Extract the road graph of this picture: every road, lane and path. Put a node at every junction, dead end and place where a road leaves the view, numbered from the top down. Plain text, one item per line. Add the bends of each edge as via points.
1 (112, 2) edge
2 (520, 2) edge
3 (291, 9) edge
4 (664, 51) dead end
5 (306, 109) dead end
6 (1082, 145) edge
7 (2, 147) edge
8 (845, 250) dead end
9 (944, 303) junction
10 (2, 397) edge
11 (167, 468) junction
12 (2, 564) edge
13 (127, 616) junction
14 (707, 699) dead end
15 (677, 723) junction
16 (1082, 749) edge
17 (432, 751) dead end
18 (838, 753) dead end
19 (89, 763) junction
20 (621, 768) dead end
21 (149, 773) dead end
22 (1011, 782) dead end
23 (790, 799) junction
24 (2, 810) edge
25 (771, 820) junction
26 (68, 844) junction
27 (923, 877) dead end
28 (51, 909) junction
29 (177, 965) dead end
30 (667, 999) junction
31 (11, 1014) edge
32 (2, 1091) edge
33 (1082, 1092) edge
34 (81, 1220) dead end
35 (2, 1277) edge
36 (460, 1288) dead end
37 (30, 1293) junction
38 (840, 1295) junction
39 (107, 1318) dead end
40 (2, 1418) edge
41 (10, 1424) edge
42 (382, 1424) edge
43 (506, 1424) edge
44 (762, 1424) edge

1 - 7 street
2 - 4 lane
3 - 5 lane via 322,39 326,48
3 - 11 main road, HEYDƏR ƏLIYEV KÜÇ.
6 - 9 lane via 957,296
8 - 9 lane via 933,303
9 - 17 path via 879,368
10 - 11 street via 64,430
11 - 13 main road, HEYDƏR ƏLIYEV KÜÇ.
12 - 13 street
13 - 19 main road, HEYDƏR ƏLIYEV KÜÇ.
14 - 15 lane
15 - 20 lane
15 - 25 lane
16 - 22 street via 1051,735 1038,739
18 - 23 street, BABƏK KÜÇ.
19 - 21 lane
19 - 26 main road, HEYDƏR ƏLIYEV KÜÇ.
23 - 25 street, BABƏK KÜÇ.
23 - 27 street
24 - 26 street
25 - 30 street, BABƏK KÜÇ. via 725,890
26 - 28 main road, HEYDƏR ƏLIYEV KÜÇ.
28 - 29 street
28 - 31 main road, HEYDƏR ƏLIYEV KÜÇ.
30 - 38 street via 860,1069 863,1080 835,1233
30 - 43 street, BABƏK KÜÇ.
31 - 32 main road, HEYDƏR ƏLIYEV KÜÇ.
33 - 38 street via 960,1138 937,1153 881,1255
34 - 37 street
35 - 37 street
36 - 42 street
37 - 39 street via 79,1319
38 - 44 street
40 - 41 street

==

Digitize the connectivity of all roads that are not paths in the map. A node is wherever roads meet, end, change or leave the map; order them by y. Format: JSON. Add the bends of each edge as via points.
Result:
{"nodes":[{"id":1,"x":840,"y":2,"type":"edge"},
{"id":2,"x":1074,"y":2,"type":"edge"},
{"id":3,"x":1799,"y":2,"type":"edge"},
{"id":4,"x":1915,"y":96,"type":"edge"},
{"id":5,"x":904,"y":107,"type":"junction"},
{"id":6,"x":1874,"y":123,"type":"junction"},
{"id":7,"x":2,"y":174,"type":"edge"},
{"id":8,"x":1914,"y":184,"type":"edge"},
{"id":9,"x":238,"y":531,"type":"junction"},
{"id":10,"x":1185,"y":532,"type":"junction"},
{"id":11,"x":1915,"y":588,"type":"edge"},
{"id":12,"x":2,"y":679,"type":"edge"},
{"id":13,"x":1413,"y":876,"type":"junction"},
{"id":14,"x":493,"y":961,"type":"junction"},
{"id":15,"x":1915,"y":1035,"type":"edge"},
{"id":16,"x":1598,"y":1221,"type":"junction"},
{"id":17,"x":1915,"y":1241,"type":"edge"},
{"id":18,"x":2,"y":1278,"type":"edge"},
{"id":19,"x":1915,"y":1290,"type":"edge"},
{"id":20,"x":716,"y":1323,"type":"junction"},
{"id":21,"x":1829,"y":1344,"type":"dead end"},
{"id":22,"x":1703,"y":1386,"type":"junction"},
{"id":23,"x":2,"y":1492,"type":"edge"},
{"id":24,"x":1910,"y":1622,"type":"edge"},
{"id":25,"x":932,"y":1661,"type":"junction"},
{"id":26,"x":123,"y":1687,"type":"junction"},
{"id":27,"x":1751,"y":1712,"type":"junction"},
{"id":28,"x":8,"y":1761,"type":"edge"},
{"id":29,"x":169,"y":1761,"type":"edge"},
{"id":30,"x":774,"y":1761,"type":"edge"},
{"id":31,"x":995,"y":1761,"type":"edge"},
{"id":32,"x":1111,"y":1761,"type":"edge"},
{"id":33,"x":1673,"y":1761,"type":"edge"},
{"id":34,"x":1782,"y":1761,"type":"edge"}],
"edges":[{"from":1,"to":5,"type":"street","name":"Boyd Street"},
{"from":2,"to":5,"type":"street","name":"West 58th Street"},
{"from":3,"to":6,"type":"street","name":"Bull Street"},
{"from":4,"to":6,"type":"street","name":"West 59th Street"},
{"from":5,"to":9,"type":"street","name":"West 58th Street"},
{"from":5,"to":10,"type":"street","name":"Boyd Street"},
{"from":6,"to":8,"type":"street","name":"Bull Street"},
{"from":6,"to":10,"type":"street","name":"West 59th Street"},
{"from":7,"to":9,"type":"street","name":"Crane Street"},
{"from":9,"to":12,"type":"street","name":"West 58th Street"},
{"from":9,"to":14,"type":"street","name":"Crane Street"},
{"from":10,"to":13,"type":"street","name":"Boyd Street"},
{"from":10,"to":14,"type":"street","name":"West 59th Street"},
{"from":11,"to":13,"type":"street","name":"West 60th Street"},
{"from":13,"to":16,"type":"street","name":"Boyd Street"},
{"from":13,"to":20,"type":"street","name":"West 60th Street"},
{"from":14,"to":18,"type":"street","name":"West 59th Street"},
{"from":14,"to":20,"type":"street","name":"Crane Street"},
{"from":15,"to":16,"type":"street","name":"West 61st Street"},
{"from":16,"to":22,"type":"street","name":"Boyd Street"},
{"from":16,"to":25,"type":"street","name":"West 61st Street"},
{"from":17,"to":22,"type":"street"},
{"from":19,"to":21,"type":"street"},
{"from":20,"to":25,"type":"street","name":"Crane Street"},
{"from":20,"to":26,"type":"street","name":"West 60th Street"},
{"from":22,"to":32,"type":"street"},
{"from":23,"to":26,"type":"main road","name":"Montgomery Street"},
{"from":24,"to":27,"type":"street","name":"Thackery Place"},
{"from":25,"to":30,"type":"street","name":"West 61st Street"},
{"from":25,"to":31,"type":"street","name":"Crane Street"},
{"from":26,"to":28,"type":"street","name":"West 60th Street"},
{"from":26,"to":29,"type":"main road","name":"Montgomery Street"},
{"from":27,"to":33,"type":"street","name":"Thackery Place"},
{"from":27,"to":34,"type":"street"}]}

Directions for this task: In the listing above, find each line with the word "Thackery" and copy it.

Output below:
{"from":24,"to":27,"type":"street","name":"Thackery Place"},
{"from":27,"to":33,"type":"street","name":"Thackery Place"},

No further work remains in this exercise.